Somali pirates released the crew of a hijacked Danish cargo ship after receiving a ransom payment, Denmark's government said Wednesday.How humiliating. They had to rely on a French warship. I don't think it gets any lower than that.
The pirates, who seized the Danica White in June, turned it over on Wednesday to a French warship,
"It has been a terrible experience for the hostages, (who) have been held for more than 80 days not knowing what was going on," said Lars Thuesen, head of the Danish Foreign Ministry's consular department.Well, Lars old buddy, allow me to explain what was going on. You don't scare the Somalis. A non-nation state of illiterate savages squatting amidst the ruins of a filth-strewn trash heap of a country managed to take out one of your freighters and hold it hostage while you located your checkbook underneath your piles of government-issued hypodermic needles and mounds of Danish p0rn. That's pretty much what's been going on, you skillet-licking, pantywaist wiener.

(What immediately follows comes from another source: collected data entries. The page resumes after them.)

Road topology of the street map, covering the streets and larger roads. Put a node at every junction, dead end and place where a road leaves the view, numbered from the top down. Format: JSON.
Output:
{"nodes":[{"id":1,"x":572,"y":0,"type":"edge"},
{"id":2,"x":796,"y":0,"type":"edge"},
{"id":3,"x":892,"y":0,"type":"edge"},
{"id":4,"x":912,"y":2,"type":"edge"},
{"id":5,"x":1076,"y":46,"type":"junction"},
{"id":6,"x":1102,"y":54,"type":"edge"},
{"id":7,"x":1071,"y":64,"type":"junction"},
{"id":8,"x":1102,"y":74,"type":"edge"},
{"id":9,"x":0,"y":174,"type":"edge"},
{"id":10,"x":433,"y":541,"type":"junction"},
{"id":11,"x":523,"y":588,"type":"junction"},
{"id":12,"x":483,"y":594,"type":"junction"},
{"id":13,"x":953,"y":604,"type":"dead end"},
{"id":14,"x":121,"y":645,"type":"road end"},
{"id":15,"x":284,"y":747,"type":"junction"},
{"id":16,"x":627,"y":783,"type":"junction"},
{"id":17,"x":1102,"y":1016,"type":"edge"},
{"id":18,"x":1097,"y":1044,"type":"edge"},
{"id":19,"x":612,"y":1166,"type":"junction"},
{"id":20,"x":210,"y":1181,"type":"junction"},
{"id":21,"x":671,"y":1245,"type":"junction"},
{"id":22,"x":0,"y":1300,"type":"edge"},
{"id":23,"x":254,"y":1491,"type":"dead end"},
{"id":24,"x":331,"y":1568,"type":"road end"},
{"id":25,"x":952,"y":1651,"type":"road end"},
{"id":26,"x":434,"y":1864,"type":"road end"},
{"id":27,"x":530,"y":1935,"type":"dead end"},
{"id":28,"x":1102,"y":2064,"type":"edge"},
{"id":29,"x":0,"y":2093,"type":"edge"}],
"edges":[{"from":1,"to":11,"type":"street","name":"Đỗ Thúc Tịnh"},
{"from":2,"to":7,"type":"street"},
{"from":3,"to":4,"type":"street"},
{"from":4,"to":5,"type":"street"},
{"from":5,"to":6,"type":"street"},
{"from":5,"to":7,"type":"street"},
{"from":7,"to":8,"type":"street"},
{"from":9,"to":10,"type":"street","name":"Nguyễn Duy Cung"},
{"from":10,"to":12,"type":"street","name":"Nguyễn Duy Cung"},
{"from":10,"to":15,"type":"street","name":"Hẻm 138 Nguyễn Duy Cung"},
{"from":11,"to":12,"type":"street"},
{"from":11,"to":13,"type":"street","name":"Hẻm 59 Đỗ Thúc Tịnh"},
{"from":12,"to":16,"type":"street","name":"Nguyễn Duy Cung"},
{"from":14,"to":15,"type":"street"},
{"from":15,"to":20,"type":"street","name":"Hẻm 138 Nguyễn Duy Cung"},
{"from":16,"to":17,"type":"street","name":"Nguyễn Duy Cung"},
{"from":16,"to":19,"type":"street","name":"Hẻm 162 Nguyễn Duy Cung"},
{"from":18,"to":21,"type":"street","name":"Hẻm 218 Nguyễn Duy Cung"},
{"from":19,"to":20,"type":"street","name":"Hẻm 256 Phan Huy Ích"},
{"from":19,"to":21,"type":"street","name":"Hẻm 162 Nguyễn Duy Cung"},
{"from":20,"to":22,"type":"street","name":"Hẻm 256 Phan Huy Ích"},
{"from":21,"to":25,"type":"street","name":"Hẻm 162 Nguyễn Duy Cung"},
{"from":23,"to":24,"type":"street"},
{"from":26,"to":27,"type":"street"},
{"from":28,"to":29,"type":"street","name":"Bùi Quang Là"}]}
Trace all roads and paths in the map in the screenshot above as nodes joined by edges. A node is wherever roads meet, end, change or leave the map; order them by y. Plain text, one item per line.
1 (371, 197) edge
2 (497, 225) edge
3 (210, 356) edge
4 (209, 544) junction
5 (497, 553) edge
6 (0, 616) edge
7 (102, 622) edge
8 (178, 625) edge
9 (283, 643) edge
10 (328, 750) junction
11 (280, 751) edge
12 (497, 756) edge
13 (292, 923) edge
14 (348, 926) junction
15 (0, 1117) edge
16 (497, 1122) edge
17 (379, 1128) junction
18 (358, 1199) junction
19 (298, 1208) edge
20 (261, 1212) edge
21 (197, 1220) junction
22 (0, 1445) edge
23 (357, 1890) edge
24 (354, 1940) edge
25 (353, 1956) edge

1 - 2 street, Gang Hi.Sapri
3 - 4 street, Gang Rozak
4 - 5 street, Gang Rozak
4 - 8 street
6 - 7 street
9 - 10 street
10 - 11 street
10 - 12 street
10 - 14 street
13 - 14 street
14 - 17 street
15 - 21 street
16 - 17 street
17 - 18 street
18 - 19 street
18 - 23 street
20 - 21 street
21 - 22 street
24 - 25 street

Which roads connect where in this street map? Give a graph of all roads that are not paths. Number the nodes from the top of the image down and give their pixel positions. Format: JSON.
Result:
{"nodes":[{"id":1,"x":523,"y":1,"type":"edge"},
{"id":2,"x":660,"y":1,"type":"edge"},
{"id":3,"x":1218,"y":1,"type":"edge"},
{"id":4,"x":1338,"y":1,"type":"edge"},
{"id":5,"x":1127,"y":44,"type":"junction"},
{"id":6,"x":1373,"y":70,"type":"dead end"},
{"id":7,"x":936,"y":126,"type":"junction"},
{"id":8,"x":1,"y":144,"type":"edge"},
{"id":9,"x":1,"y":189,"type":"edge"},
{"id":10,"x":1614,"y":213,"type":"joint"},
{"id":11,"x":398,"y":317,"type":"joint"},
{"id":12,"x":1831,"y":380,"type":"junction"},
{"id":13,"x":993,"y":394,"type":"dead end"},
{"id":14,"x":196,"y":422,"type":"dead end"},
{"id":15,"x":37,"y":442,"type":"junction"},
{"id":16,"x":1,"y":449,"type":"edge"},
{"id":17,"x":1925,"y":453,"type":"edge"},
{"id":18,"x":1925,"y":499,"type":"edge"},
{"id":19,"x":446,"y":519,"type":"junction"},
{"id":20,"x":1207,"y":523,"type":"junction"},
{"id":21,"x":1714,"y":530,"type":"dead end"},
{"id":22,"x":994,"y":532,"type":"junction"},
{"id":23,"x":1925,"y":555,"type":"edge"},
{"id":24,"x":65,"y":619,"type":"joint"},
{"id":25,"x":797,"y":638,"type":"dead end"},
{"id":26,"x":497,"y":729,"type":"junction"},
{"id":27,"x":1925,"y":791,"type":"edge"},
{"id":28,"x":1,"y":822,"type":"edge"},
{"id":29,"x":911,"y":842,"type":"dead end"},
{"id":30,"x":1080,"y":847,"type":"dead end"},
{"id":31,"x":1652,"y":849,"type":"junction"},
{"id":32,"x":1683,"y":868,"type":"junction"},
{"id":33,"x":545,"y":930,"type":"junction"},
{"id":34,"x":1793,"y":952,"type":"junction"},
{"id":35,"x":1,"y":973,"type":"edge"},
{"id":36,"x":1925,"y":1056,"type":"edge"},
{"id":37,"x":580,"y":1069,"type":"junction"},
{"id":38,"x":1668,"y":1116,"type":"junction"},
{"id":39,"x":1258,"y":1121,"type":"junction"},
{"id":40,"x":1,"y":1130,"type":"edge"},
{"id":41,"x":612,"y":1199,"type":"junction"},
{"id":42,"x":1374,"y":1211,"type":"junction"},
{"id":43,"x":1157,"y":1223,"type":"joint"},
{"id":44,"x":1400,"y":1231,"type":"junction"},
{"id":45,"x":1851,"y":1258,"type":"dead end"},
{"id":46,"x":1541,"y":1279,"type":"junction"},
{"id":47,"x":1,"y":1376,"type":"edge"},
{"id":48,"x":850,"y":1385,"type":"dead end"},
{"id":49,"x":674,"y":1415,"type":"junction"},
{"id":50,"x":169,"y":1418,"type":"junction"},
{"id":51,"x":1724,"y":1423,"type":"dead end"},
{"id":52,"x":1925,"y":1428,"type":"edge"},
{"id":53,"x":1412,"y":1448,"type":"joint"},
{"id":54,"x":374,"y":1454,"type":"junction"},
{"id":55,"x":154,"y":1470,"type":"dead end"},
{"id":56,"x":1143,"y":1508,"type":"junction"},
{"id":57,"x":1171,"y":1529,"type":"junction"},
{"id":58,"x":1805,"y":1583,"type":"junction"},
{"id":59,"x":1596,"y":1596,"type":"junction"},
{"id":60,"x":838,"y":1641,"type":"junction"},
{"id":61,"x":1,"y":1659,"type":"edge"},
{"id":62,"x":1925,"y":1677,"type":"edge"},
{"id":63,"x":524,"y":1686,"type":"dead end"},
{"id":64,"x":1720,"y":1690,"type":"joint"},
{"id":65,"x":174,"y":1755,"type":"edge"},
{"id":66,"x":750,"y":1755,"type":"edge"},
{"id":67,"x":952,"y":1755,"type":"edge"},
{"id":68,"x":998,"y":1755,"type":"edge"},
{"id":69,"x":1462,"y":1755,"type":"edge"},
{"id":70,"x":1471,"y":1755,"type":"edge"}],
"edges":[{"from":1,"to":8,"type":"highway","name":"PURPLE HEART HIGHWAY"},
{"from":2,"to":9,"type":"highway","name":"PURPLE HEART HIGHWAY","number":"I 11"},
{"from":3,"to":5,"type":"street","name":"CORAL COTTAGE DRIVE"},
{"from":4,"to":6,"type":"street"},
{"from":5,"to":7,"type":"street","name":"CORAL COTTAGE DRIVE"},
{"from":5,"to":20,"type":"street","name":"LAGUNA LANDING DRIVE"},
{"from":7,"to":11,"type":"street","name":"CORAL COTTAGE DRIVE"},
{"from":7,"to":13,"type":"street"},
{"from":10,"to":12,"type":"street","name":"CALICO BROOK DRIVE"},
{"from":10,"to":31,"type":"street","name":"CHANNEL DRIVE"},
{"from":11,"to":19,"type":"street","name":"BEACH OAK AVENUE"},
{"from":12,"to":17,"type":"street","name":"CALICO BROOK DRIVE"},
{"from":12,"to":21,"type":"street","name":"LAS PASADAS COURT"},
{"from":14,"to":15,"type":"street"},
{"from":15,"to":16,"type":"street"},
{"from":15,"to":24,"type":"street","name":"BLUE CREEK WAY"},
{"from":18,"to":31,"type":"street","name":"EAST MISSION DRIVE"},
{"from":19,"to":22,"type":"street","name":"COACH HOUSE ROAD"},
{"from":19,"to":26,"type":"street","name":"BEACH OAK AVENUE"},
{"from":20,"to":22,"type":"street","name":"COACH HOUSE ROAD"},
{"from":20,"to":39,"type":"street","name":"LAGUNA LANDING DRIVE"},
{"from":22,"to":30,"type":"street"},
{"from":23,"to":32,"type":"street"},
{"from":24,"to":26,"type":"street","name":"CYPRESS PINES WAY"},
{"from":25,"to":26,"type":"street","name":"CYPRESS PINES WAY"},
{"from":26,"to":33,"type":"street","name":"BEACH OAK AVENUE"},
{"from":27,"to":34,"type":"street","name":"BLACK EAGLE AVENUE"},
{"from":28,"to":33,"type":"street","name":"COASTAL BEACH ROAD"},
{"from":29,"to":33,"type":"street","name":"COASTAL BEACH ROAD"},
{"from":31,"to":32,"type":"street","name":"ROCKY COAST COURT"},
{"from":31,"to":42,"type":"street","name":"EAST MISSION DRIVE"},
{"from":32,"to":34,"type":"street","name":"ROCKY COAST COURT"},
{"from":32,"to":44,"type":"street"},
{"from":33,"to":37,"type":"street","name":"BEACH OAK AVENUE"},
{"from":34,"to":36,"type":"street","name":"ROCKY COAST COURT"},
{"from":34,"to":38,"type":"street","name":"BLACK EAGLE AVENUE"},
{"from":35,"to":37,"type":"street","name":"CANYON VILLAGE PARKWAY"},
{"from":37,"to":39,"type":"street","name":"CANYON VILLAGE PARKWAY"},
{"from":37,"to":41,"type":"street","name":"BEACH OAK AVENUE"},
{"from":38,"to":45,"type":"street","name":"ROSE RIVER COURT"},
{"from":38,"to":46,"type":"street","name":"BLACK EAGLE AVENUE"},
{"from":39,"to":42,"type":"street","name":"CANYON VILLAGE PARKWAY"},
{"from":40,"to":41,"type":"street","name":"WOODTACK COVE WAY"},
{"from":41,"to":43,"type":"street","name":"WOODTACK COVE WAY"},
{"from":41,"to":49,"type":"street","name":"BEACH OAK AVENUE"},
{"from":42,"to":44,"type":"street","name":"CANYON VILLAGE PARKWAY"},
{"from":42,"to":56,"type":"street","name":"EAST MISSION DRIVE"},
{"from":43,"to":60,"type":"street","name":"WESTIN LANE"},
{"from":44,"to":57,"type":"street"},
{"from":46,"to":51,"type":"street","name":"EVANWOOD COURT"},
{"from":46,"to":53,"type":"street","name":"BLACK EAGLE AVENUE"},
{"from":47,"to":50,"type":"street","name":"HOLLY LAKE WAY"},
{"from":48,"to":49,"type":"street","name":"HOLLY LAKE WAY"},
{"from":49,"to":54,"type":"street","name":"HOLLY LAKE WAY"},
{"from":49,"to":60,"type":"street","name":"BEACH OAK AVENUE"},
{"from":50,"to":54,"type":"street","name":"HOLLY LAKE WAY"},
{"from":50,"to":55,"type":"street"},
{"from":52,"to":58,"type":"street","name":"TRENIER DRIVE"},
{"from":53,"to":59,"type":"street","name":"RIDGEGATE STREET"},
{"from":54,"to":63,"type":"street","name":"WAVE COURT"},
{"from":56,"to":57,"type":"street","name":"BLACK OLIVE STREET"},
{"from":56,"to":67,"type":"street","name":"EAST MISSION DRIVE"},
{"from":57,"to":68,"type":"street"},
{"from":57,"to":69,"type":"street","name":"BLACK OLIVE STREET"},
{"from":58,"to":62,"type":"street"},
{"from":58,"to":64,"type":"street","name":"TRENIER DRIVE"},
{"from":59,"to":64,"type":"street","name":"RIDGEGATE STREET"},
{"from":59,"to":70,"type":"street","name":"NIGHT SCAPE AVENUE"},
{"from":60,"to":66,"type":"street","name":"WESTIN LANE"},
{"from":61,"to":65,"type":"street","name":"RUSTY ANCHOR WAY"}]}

Thuesen said a ransom had been paid, but declined to give details. "Regrettably, it was necessary," he said.It was necessary because everyone with cajones has left Denmark.
Maybe you could retaliate with a new set of cartoons until you feel brave enough to pee on the Koran again.
At the end of September, a Danish standup comedian said in an interview with Jyllands-Posten that he had no problem urinating on the Bible in front of a camera, but he dared not do the same thing with the Koran.Thanks, guys. Thanks a lot. It's great to be your allies.